December 22, 2024

The Independent National Electoral Commission (INEC) has described the claims made in a petition filed before the election petition tribunal by the Labour Party (LP) and its candidate, Peter Obi, against the declaration of Bola Tinubu as the winner of the 2023 presidential election as grossly incompetent and abusive.

According to the News Agency of Nigeria, this is contained in the commission’s response to the petition filed by its lawyer, Abubakar Mahmoud, SAN, in Abuja on Monday night, urging the tribunal to dismiss Peter Obi’s case for lack of merit.

Atiku, Obi and their respective parties have filed suits to challenge Tinubu’s ‘victory’.

Obi and Labour Party, first and second petitioners respectively sued INEC; Tinubu; ‘Vice-President-elect’ Sen. Kashim Shettima, and the APC as the first to fourth respondents.

The petitioners asked the tribunal to annul Tinubu and Shettima’s victory in the election.

In a separate petition, Abubakar and the PDP are also challenging the election results.

However, in the CA/PEPC/03/2023 petition filed by Obi and Labour Party’s lead counsel, Livy Ozoukwu, it is claimed that Tinubu “was not duly elected by a majority of the lawful votes cast at the time of the election”.

The petitioners claimed that there was rigging in 11 states and vowed to prove it.

They claimed that INEC violated its own regulations when it announced the results, despite the fact that the totality of polling unit results had yet to be fully scanned, uploaded, and transmitted electronically, as required by the Electoral Act, among other things.

INEC has asked the Presidential Election Petition Court (PEPC) to dismiss the petition, saying the reliefs sought by Obi and his party are not grantable.

According to the electoral body in its preliminary objection notice, the grounds of the petition are defective.

The electoral body argued that the petitioners’ grounds of non-compliance with the provisions of the Electoral Act, 2022 and corrupt practices did not disclose a reasonable cause of action due to the petition’s failure to plead specific particulars and figures as to how the alleged non-compliance complained of substantially affected the election results.

It argued that the petition’s ground that Tinubu was not elected by a majority of lawful votes cast was invalid for failing to plead the alleged unlawful votes to be deducted and/or lawful votes to be credited to the petitioners.

It faulted the petitioners’ prayer that Obi should be declared the winner based on their argument that the LP candidate garnered the majority of lawful votes cast in the election.

According to INEC, the argument is defective due to a failure to join necessary parties and a lack of requisite particulars and pleading to support the same.

The commission said Obi did not poll the “majority of the lawful votes cast at the election” and/or secure “one-quarter of the votes cast at the election in each of at least two-thirds of all states in the federation and the FCT (Federal Capital Territory)”.

The commission said all political parties with candidates contesting in the election were required to submit lists of their agents and who were expected to observe the election process at their units, sign and collect result sheets on behalf of their political parties at the close of polls.
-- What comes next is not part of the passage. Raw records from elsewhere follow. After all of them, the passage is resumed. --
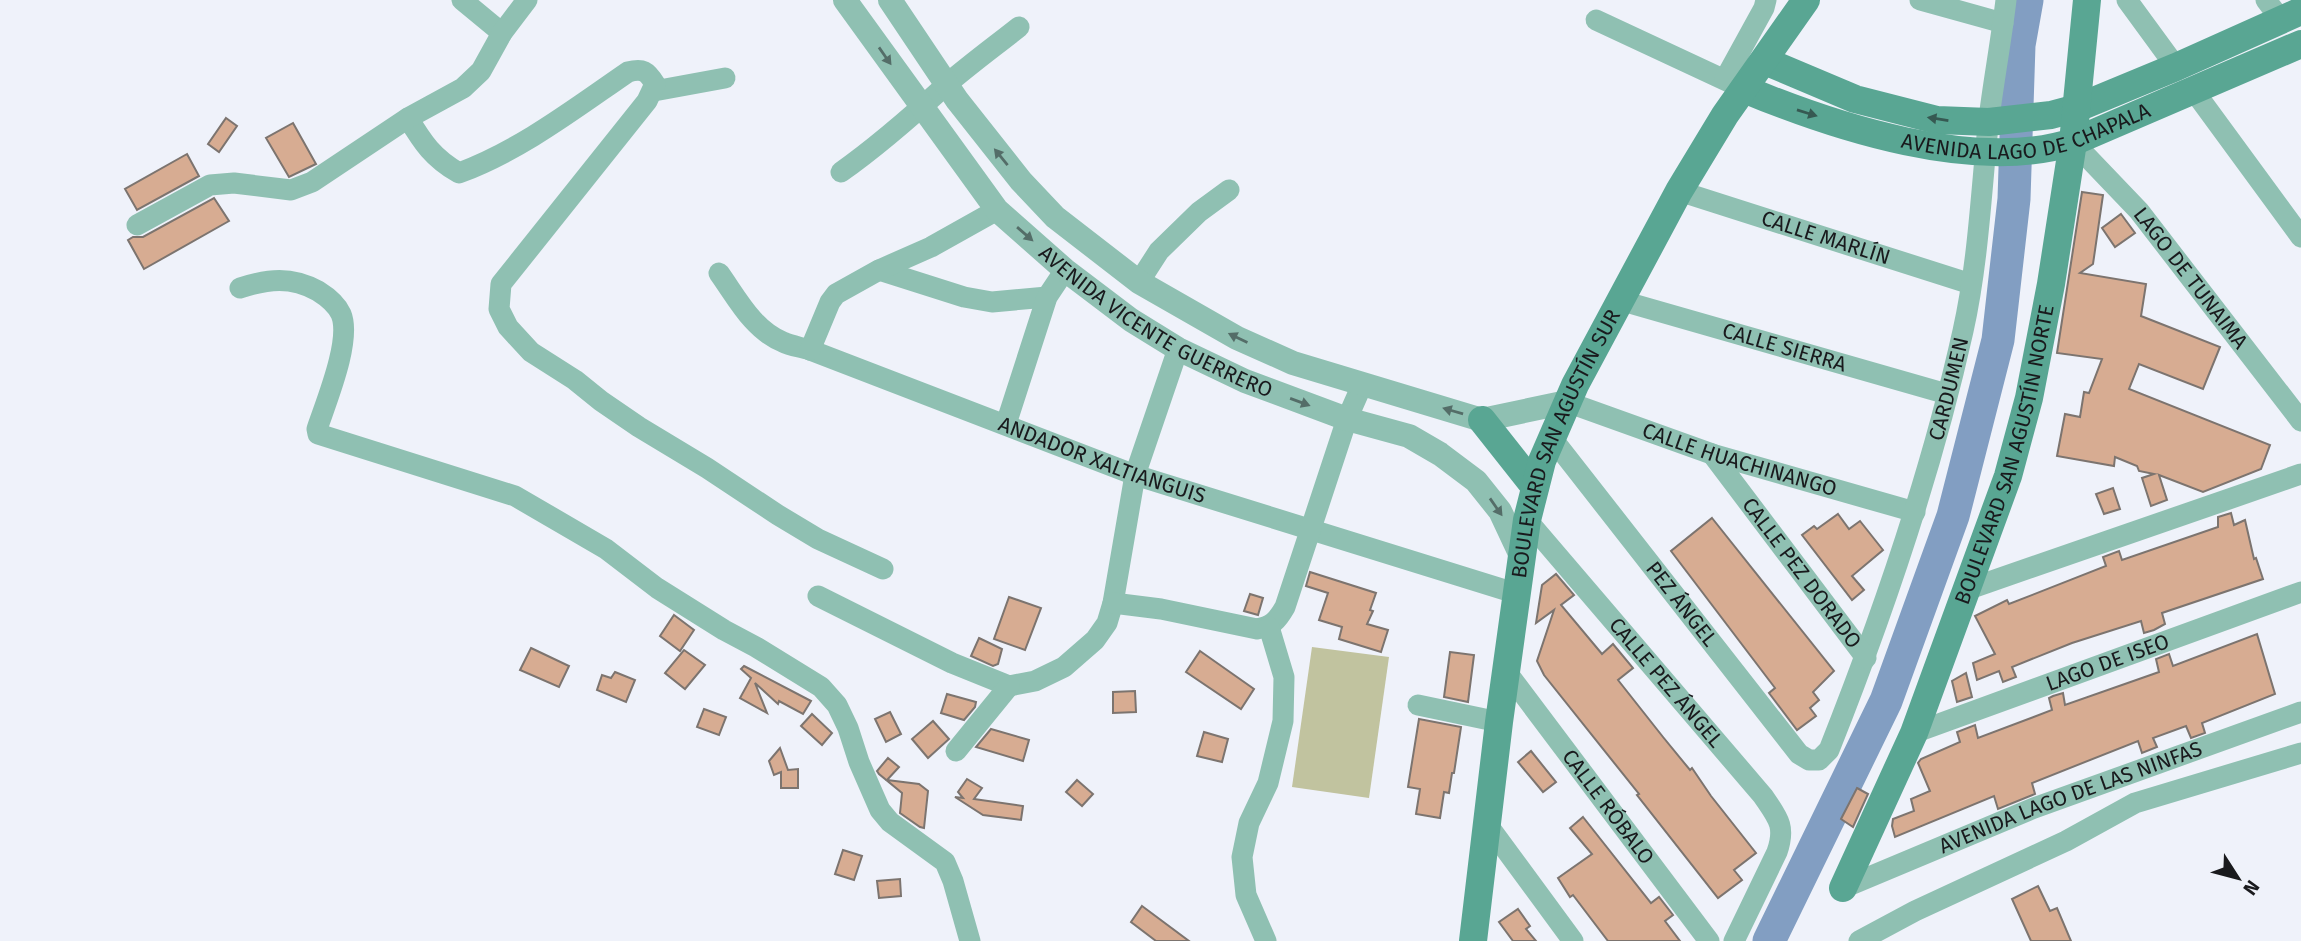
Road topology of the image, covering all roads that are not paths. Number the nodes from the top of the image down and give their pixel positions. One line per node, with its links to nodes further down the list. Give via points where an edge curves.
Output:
1 (462, 0): 15 (street)
2 (527, 0): 15 (street)
3 (845, 0): 24 (street, AVENIDA VICENTE GUERRERO, one-way to 24)
4 (890, 0): 20 (street, AVENIDA VICENTE GUERRERO)
5 (1766, 0): 21 (street)
6 (1807, 0): 17 (main road, BOULEVARD SAN AGUSTÍN SUR)
7 (1920, 0): 13 (street)
8 (2007, 0): 13 (street, CARDUMEN)
9 (2087, 0): 25 (main road, BOULEVARD SAN AGUSTÍN NORTE)
10 (2127, 0): 18 (street)
11 (2283, 11): 18 (main road, AVENIDA LAGO DE CHAPALA)
12 (1595, 20): 21 (street)
13 (2003, 23): 27 (street, CARDUMEN)
14 (1019, 27): 20 (street)
15 (502, 33): 26 (street, via 481,71 463,88)
16 (2299, 48): 23 (main road, AVENIDA LAGO DE CHAPALA)
17 (1765, 61): 21 (main road, BOULEVARD SAN AGUSTÍN SUR); 27 (main road, AVENIDA LAGO DE CHAPALA, one-way to 17, via 1937,120 1855,99)
18 (2176, 67): 25 (main road, AVENIDA LAGO DE CHAPALA)
19 (724, 78): 22 (street)
20 (947, 84): 24 (street); 39 (street, AVENIDA VICENTE GUERRERO, one-way to 20, via 1055,217 999,155)
21 (1734, 84): 29 (main road, AVENIDA LAGO DE CHAPALA, one-way to 29, via 1800,112 1868,131 1919,144); 32 (main road, BOULEVARD SAN AGUSTÍN SUR)
22 (654, 90): 26 (street, via 648,72 628,72 545,129 459,173 426,147); 62 (street, via 501,284 499,309 508,327 531,352 610,408 818,539)
23 (2194, 91): 28 (main road, AVENIDA LAGO DE CHAPALA); 35 (street)
24 (922, 109): 30 (street); 33 (street, AVENIDA VICENTE GUERRERO)
25 (2064, 111): 27 (main road, AVENIDA LAGO DE CHAPALA); 28 (main road, BOULEVARD SAN AGUSTÍN NORTE)
26 (408, 118): 34 (street, via 312,182 291,190 210,185)
27 (1997, 121): 29 (street, CARDUMEN)
28 (2061, 145): 29 (main road, AVENIDA LAGO DE CHAPALA); 51 (street, LAGO DE TUNAIMA, via 2139,211); 63 (main road, BOULEVARD SAN AGUSTÍN NORTE, via 2051,284 2029,398)
29 (1993, 152): 40 (street, CARDUMEN)
30 (841, 173)
31 (1229, 190): 39 (street, via 1159,251)
32 (1679, 191): 40 (street, CALLE MARLÍN); 43 (main road, BOULEVARD SAN AGUSTÍN SUR)
33 (997, 210): 36 (street); 37 (street, AVENIDA VICENTE GUERRERO, one-way to 37)
34 (137, 225)
35 (2301, 237)
36 (879, 270): 42 (street, via 992,302); 45 (street, via 836,294)
37 (1065, 270): 42 (street); 44 (street, AVENIDA VICENTE GUERRERO)
38 (719, 273): 45 (street, ANDADOR XALTIANGUIS, via 761,329 782,342)
39 (1139, 282): 46 (street, AVENIDA VICENTE GUERRERO, one-way to 39, via 1293,363 1237,338)
40 (1972, 284): 47 (street, CARDUMEN)
41 (240, 288): 81 (street, via 290,280 326,296 341,313 344,338 318,434 515,496 606,548 657,588 821,687 843,716 880,810 944,862)
42 (1047, 297): 52 (street)
43 (1619, 300): 47 (street, CALLE SIERRA); 48 (main road, BOULEVARD SAN AGUSTÍN SUR)
44 (1178, 349): 49 (street, AVENIDA VICENTE GUERRERO, one-way to 49, via 1245,381); 56 (street)
45 (810, 350): 52 (street, ANDADOR XALTIANGUIS)
46 (1362, 385): 49 (street); 50 (street, AVENIDA VICENTE GUERRERO, one-way to 46)
47 (1947, 394): 58 (street, CARDUMEN)
48 (1567, 402): 50 (street, AVENIDA VICENTE GUERRERO); 53 (main road, BOULEVARD SAN AGUSTÍN SUR); 54 (street, CALLE HUACHINANGO)
49 (1347, 419): 60 (street); 61 (street, AVENIDA VICENTE GUERRERO, one-way to 61, via 1409,436 1476,481 1500,511)
50 (1482, 420): 57 (main road)
51 (2301, 421)
52 (1006, 424): 56 (street, ANDADOR XALTIANGUIS)
53 (1551, 437): 57 (main road, BOULEVARD SAN AGUSTÍN SUR); 78 (street, PEZ ÁNGEL, via 1799,754)
54 (1712, 454): 58 (street, CALLE HUACHINANGO); 69 (street, CALLE PEZ DORADO)
55 (2301, 474): 63 (street)
56 (1135, 475): 60 (street, ANDADOR XALTIANGUIS); 67 (street)
57 (1535, 487): 59 (main road, BOULEVARD SAN AGUSTÍN SUR)
58 (1915, 512): 69 (street, CARDUMEN)
59 (1527, 520): 61 (main road, BOULEVARD SAN AGUSTÍN SUR); 86 (street, CALLE PEZ ÁNGEL, via 1780,821 1783,837)
60 (1310, 530): 65 (street, ANDADOR XALTIANGUIS); 68 (street, via 1285,607)
61 (1523, 560): 65 (main road, BOULEVARD SAN AGUSTÍN SUR)
62 (883, 569)
63 (1969, 589): 75 (main road, BOULEVARD SAN AGUSTÍN NORTE)
64 (2301, 592): 75 (street, LAGO DE ISEO)
65 (1518, 594): 70 (main road, BOULEVARD SAN AGUSTÍN SUR)
66 (818, 596): 71 (street)
67 (1112, 603): 68 (street, via 1256,629); 71 (street, via 1107,623 1095,640 1064,667 1035,681)
68 (1269, 626): 82 (street, via 1284,677 1283,721 1268,783 1248,822 1242,858 1246,895)
69 (1866, 658): 78 (street, CARDUMEN, via 1829,750)
70 (1506, 671): 74 (main road, BOULEVARD SAN AGUSTÍN SUR); 85 (street, CALLE RÓBALO)
71 (1009, 686): 76 (street)
72 (1418, 705): 74 (street)
73 (2301, 712): 80 (street, AVENIDA LAGO DE LAS NINFAS, via 2034,808)
74 (1499, 722): 79 (main road, BOULEVARD SAN AGUSTÍN SUR)
75 (1914, 733): 80 (main road, BOULEVARD SAN AGUSTÍN NORTE)
76 (956, 751)
77 (2301, 753): 87 (street, via 2136,803)
78 (1819, 760)
79 (1487, 824): 83 (main road, BOULEVARD SAN AGUSTÍN SUR); 84 (street)
80 (1843, 888)
81 (970, 941)
82 (1266, 941)
83 (1473, 941)
84 (1573, 941)
85 (1709, 941)
86 (1734, 941)
87 (1859, 941)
It argued that some of the political party agents whose names were on the list submitted to it were not at their polling units while some others who were present refused to participate in the process.

INEC said the Labour Party and its candidate, Obi did not have polling agents in all the polling units across the country.

According to INEC, they only submitted a list of 134,874 polling agents out of the 176,846 polling units required across Nigeria, meaning they were short of about 42,000 agents.